>>>

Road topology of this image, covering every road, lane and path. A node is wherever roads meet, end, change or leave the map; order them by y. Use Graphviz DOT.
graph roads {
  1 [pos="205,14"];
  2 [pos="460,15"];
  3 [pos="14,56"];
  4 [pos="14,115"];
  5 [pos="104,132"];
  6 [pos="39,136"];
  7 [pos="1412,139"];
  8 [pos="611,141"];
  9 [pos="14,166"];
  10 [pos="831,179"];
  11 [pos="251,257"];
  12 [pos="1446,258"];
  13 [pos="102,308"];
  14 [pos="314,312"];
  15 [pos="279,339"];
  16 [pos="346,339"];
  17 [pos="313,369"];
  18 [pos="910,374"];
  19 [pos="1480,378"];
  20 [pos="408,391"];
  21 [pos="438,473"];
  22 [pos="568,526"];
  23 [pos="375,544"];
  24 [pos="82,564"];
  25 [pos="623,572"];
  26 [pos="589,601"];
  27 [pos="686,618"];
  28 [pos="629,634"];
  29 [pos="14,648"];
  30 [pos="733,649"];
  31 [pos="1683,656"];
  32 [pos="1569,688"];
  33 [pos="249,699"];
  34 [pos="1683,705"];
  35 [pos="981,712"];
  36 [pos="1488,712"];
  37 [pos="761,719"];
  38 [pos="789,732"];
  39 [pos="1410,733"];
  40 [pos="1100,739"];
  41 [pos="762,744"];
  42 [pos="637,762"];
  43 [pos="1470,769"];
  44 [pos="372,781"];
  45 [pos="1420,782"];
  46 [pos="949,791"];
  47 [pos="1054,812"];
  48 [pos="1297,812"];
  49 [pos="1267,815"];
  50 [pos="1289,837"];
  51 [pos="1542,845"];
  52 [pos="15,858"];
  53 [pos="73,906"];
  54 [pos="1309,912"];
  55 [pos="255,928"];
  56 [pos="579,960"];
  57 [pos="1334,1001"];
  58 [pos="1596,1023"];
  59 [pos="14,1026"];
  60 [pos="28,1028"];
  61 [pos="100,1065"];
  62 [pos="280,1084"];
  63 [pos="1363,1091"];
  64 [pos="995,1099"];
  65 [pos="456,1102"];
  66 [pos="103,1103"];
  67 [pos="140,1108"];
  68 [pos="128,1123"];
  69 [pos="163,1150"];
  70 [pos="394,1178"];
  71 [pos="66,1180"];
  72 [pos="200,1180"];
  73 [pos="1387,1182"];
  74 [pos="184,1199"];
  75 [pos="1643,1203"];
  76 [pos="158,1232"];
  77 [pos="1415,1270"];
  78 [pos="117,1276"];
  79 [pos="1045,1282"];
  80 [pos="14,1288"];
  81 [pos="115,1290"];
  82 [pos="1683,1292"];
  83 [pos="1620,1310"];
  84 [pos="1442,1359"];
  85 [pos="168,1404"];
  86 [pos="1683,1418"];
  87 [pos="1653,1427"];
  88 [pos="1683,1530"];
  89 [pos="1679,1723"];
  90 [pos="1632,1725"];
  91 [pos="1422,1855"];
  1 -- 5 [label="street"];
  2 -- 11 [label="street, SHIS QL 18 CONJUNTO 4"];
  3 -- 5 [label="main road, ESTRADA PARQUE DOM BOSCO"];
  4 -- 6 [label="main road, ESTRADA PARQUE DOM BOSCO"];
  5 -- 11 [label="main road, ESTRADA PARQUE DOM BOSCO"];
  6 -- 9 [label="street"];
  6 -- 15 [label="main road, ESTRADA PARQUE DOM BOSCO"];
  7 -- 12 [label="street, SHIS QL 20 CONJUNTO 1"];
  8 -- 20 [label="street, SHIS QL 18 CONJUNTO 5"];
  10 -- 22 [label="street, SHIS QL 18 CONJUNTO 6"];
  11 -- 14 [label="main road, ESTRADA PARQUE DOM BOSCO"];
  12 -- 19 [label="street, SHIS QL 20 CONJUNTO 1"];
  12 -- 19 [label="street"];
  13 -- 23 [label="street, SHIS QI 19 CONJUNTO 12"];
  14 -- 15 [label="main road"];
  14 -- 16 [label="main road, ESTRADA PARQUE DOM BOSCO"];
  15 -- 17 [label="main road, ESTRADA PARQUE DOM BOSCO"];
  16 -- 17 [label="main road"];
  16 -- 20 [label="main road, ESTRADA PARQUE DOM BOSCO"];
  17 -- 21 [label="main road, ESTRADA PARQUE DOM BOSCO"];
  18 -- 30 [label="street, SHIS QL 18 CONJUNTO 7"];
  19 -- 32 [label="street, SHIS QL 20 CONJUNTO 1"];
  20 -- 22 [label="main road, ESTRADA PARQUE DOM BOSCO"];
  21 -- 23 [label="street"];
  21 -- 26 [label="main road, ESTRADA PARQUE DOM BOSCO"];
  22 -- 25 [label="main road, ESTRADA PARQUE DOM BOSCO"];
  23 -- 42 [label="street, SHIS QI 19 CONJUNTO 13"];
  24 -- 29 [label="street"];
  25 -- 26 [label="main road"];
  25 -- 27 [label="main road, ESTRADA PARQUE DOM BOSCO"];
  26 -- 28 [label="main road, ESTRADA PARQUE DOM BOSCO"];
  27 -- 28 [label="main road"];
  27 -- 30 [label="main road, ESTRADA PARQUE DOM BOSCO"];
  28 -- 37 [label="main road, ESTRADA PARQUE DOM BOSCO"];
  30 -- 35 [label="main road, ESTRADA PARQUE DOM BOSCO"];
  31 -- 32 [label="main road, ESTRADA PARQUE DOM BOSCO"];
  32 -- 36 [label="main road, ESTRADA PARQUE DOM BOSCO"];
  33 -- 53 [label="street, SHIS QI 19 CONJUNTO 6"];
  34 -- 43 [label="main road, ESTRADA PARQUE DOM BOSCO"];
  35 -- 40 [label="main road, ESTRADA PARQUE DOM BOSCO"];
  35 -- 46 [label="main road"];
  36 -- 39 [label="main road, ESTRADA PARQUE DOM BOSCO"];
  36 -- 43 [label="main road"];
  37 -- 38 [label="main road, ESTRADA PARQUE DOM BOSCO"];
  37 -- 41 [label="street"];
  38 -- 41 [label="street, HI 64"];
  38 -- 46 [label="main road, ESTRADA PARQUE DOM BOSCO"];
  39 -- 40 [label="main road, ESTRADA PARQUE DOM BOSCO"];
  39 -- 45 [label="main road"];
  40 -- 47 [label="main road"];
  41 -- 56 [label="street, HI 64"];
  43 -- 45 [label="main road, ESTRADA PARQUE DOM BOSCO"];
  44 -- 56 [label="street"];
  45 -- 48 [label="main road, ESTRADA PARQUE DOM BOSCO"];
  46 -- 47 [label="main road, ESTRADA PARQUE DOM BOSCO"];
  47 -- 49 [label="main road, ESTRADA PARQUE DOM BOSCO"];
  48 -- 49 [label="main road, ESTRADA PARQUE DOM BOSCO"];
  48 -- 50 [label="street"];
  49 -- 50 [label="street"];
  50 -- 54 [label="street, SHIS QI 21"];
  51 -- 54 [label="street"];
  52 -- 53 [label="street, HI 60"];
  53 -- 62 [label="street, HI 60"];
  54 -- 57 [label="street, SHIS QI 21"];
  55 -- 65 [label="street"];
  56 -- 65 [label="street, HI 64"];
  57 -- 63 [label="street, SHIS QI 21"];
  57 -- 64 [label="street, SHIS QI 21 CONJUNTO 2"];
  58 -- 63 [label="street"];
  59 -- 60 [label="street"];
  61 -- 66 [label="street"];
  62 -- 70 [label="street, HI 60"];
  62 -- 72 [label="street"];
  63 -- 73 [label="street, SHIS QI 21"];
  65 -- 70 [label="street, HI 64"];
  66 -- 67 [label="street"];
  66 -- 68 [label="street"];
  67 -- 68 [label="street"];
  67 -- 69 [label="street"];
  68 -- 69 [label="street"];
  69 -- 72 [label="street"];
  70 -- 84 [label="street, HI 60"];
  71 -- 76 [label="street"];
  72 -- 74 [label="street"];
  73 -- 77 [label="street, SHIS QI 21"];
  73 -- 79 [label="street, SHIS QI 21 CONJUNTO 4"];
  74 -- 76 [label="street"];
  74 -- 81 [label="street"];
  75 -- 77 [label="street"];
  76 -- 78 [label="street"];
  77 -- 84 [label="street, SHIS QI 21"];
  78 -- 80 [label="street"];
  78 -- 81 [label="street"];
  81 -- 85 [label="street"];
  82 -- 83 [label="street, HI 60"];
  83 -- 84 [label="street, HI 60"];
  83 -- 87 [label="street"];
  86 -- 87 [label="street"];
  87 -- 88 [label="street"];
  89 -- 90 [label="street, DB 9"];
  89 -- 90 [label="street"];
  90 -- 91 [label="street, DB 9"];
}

<<<
>>>

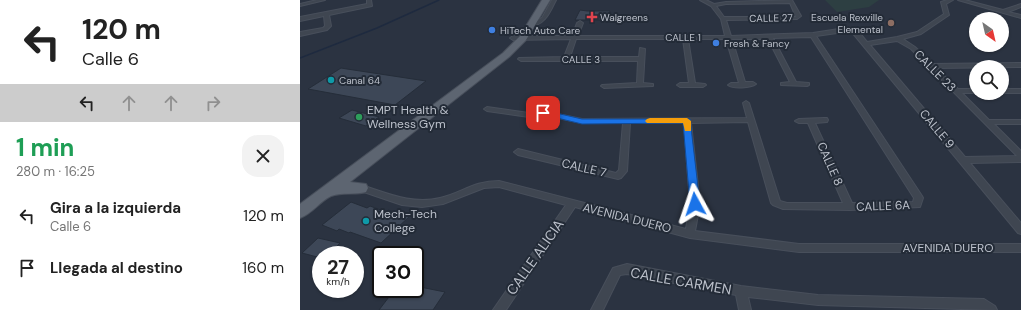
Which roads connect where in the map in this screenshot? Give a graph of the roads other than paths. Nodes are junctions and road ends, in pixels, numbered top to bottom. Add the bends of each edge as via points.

<<<
>>>

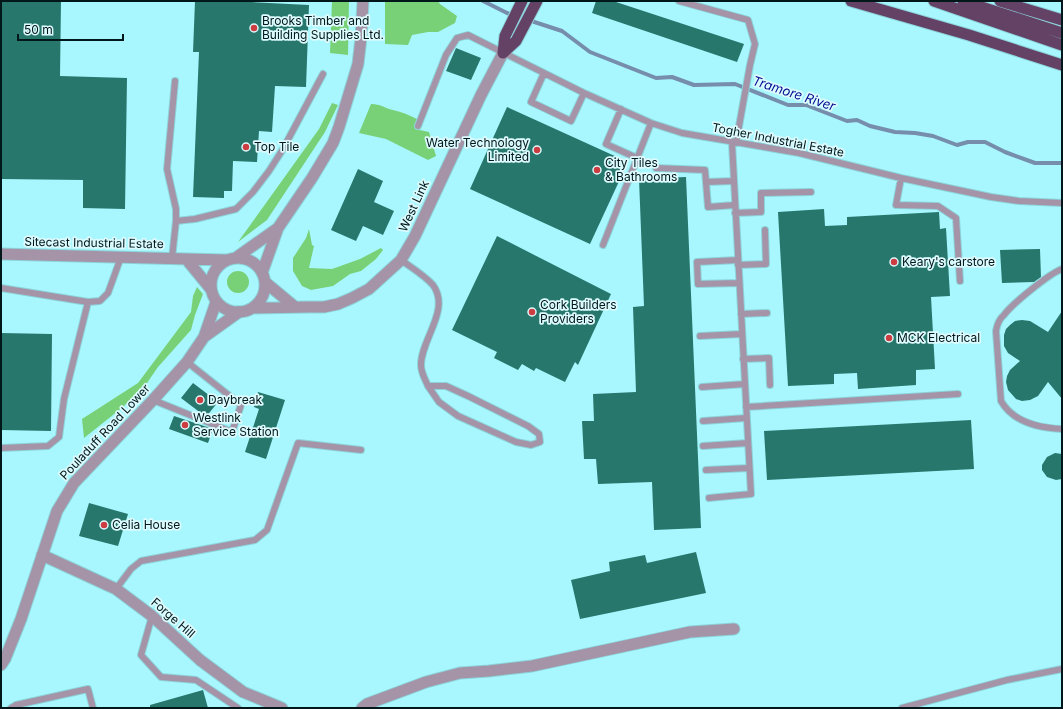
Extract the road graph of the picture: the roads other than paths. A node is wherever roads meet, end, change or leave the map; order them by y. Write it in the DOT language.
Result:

<<<

* [EXERCISE PROMPT]:
Among these entries, how many lines include the string "other"? Reply with the number by itself.

* [COMPLETED EXERCISE]:
2